1 Fact – Humans have the largest neocortex as a proportion of brain size. This is about 27% compared to 7% for dogs and 3% for cats (we couldn’t find the figure for reindeer!).  This part of the brain is responsible for complex thought, conscious judgement and self- reflection.  These key executive functions are unique to humans and enable us to create concepts, deal with 100+ emails a day and learn from our life experiences.  They are also the same functions that enable us to relive past events in our mind and contemplate the future.  Yes, these are the same functions which create the very thoughts that create the stress response.

3 Insights

For many of us, Christmas can be a time for our thoughts to go into overdrive.  It is not only a transition time between the end of one year and the beginning of the next, but there are people-related challenges everywhere – who do we buy gifts for, how much do I spend, how much will they spend, how do we avoid drinking too much at the Christmas party and saying what we really think?

Insight 1 – we can adopt ‘a stress enhancing mindset’ instead of a ‘stress debilitating mindset’ and take a more positive approach to the stresses we experience.  Kelly McGonical suggests in her insightful TED Talk ‘How to Make Stress your Friend’ that we can choose to see stressful situations as helping us to develop our ability to deal with stress and build our capacity for coping with it.  Individuals who view stress as debilitating tend to over or under react, whereas those who see stress as ‘enhancing’ have a more moderate cortisol response and are more willing to seek out and be open to feedback during stress.  This allows them to incorporate learning from a stressful situation into their personal or professional growth.  By looking for what we can learn and how we can improve, we give ourselves the gift of greater strength and resilience and we change our relationship with stress.

Insight 2 – we can harness the power of our neocortex to consciously choose to bring our thinking back to the present and see the present for the (Christmas) gift that it really is.   When we are present, we are directing our attention to what is happening right now, and focusing our energy and effort on what we can do. When we allow ourselves to feel imposed upon, or perceive ourselves as not having choice in a situation, we create negative thinking.  Instead, we can choose to bring our conscious thinking to look at a situation and find the positives and put a different frame around it e.g.  “the work won’t all be done before I go on leave so I will have something to come back to when I am fresher and can give it more of my thinking power” or “the family won’t be all together for Christmas this year so it is good that everyone has a chance to enjoy Christmas in their own way and we can respect our different choices”.

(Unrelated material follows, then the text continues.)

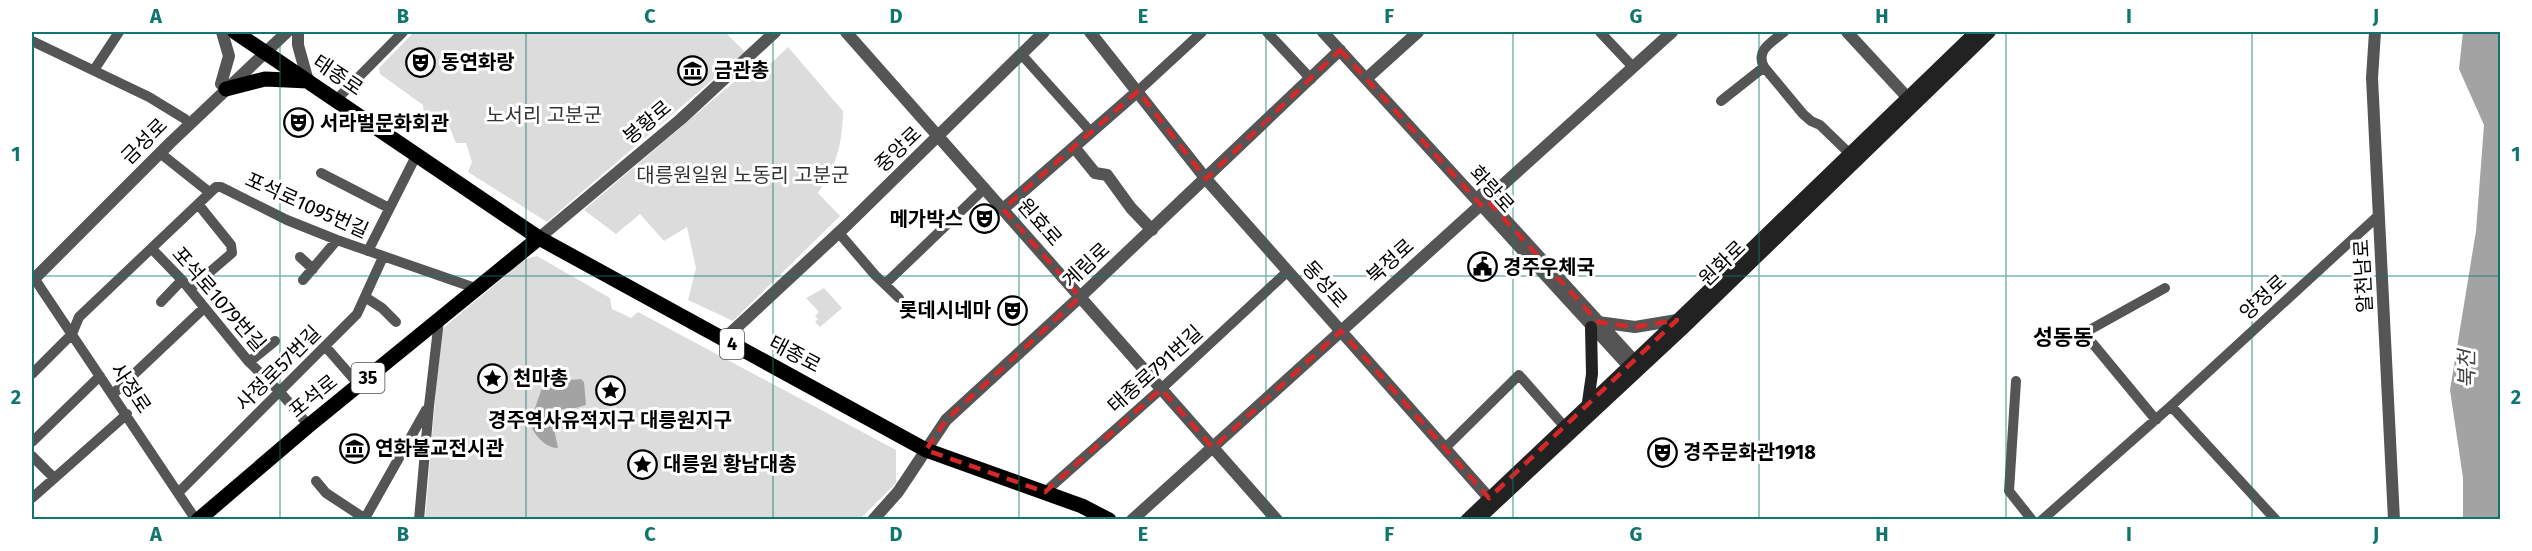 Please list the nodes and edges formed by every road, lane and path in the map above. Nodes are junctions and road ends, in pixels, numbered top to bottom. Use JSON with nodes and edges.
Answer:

Insight 3People who are mindful are better able to control their thoughts and are less quick to react.  They are more ‘in the moment’.  In an experiment students were asked to listen to a recording asking them to think about their breath and to be curious about their thoughts, without judgement and to practise refocusing their attention on their breath cycle if their mind started to wander.  The control group was told they could think about anything they wanted to and to let their mind wander freely.  When both groups were later exposed to an injustice, the people who had practised mindfulness were less likely to have negative reactions and retaliated less than the control group.  We know that there are going to be times when we will experience feelings of unfairness and injustice, especially at Christmas.  If we have practised being mindful when things are going well, we will have this ability to draw on when we are most tested.

4 Tips

Tip 1 – Be kind to yourself. We can use our feelings to remind ourselves that they are showing us that we care and if we didn’t care, life would be less meaningful. Acknowledge the emotion and label it e.g.“I am feeling anxious about the family coming over for Christmas”.  Neuroscience research is showing that just acknowledging your stress can move the response from the emotional to the more conscious and deliberate thinking part of your brain. This is where the saying ‘name it to tame it’ originates.

Tip 2 – We can own the realisation that things that matter to us can create strong feelings and in turn, stress.  If we accept that we will be tested when we are in such situations and we can remember that things that matter to us are all part of living, then we reinforce that we have made a choice to live a life of impact and to acknowledge that along with this, we have signed up for the stress that comes with it.

Tip 3 – Be open to the opportunities to learn from what we perceive as stressful experiences.  At some stages in our lives, we will all be touched by sadness, driven to anger, upset by grief, hurt by another’s words or actions and impacted by events as we move through our life cycle.  Our ability to experience these, reflect on them and learn from them distinguishes us from other mammals. We are able to look for ‘the gift’ in every situation all of the time, we don’t need to wait for Christmas.

Tip 4 – Take time out to be mindful and enjoy the gift of the present.  Mindfulness practice can be as simple as just concentrating on your breathing.  We recommend using a simple tool such as MybrainsolutionsCalmBeat to help slow down breathing whilst giving us something to focus on and hold our attention.  Using this for a few minutes each day will help with stress management and improve sleeping.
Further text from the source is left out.